ASSIGNMENT>
Count the lines below that hold the string "Wellington". Give only that number.

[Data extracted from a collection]
━━━━━━

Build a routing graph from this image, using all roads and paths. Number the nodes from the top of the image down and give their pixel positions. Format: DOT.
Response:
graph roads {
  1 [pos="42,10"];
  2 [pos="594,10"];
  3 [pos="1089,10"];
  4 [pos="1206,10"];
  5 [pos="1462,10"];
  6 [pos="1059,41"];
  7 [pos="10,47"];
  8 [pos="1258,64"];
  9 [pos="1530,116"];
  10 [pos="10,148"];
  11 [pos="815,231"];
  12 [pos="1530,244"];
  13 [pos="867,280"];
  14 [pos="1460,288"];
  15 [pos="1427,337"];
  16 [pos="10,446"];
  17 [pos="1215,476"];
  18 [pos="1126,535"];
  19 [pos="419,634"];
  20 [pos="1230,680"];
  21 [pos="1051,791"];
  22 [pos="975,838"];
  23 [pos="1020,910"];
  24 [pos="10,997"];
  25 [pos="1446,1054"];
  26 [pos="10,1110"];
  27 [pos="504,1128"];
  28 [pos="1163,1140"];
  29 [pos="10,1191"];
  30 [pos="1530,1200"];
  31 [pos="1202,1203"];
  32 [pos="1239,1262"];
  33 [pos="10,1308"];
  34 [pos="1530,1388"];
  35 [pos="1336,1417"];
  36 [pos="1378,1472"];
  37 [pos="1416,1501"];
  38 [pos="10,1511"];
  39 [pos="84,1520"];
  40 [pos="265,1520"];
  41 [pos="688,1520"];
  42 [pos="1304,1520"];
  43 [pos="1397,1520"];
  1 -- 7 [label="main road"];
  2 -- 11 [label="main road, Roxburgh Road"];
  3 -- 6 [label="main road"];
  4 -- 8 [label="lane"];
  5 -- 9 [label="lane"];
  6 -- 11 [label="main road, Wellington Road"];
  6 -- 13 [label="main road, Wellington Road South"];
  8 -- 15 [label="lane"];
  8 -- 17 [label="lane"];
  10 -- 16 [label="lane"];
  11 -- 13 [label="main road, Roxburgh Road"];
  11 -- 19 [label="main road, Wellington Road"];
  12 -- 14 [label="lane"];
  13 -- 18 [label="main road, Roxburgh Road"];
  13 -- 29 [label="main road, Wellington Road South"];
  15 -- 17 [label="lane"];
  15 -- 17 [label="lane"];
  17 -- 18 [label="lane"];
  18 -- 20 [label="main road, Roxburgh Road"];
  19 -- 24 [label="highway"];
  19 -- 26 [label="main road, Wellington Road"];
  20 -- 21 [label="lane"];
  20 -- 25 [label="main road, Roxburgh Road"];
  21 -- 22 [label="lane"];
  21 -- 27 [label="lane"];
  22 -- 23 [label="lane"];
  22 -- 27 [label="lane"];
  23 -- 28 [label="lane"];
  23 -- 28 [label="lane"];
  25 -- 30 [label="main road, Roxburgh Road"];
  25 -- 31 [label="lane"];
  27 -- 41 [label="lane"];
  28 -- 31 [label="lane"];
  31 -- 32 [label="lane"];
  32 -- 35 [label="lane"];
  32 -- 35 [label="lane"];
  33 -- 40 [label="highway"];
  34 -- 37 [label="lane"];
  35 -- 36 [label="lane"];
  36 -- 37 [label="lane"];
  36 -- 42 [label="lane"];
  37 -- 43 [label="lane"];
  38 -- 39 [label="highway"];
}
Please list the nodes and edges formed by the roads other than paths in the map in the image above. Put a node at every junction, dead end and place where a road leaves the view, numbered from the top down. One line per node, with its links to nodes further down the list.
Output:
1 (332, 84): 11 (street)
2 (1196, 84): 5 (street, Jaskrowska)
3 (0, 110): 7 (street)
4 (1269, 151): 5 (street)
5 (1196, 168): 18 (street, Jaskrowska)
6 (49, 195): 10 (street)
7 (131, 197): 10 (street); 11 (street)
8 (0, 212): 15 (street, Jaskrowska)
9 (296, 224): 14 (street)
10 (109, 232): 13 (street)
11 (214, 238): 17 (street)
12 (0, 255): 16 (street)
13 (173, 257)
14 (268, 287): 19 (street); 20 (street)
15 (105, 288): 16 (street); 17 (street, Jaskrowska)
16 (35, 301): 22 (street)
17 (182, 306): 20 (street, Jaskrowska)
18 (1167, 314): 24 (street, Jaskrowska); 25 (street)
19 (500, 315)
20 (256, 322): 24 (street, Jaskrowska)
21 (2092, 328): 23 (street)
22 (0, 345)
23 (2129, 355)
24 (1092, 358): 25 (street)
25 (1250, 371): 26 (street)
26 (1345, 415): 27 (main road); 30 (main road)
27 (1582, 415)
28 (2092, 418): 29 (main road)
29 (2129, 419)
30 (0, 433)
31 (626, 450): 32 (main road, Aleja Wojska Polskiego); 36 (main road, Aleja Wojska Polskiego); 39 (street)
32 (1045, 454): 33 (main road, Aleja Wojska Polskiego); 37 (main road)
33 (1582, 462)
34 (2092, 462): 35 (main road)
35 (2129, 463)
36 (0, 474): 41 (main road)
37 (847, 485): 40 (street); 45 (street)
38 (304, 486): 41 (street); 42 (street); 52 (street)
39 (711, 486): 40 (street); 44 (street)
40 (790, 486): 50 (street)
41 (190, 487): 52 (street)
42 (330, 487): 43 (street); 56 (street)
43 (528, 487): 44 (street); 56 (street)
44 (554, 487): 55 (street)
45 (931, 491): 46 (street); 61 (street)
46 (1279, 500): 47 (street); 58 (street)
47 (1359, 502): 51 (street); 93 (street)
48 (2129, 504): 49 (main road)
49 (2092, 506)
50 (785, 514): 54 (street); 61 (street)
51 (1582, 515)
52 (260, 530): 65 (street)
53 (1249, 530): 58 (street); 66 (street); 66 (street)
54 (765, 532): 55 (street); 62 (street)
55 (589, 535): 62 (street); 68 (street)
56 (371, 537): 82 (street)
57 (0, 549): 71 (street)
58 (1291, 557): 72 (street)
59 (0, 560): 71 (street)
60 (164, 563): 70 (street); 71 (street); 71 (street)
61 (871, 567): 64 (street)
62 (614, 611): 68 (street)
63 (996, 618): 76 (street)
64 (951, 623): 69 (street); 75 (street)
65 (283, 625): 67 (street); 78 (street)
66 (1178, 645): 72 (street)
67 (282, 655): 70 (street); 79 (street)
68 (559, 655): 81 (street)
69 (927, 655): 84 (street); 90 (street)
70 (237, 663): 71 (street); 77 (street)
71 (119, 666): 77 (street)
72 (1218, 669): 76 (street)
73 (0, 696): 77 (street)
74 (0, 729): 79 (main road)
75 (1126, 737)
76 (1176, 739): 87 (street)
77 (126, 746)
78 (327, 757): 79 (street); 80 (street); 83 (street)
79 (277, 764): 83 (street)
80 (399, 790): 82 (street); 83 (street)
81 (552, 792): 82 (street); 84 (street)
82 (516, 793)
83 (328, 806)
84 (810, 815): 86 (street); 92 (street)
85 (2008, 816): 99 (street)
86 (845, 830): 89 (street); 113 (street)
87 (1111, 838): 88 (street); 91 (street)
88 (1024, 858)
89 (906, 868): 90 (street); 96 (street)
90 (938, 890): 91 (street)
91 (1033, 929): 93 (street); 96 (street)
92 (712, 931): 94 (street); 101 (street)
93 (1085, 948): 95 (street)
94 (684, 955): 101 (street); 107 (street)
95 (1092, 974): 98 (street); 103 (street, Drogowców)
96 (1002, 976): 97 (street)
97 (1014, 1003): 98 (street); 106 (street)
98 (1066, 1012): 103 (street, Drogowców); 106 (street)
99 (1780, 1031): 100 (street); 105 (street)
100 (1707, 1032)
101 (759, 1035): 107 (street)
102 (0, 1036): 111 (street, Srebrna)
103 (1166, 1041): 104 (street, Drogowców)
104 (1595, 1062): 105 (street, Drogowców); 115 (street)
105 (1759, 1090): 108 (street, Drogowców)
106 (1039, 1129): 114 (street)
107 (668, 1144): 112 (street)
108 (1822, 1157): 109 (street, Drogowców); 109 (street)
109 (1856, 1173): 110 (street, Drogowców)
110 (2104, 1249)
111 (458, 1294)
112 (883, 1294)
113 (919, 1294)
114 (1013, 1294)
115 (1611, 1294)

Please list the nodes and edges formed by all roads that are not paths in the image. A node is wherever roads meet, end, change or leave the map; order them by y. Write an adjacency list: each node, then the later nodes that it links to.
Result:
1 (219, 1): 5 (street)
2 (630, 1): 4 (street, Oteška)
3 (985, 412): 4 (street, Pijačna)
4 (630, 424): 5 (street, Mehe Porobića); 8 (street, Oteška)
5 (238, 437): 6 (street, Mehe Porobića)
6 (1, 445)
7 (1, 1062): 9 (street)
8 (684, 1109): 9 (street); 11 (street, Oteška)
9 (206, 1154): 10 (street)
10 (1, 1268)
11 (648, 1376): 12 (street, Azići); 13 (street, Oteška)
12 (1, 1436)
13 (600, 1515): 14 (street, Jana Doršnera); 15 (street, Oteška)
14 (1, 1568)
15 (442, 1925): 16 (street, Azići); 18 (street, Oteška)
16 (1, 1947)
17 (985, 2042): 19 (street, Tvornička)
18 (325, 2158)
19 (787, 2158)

━━━━━━

ANSWER FOR THIS EXERCISE>
5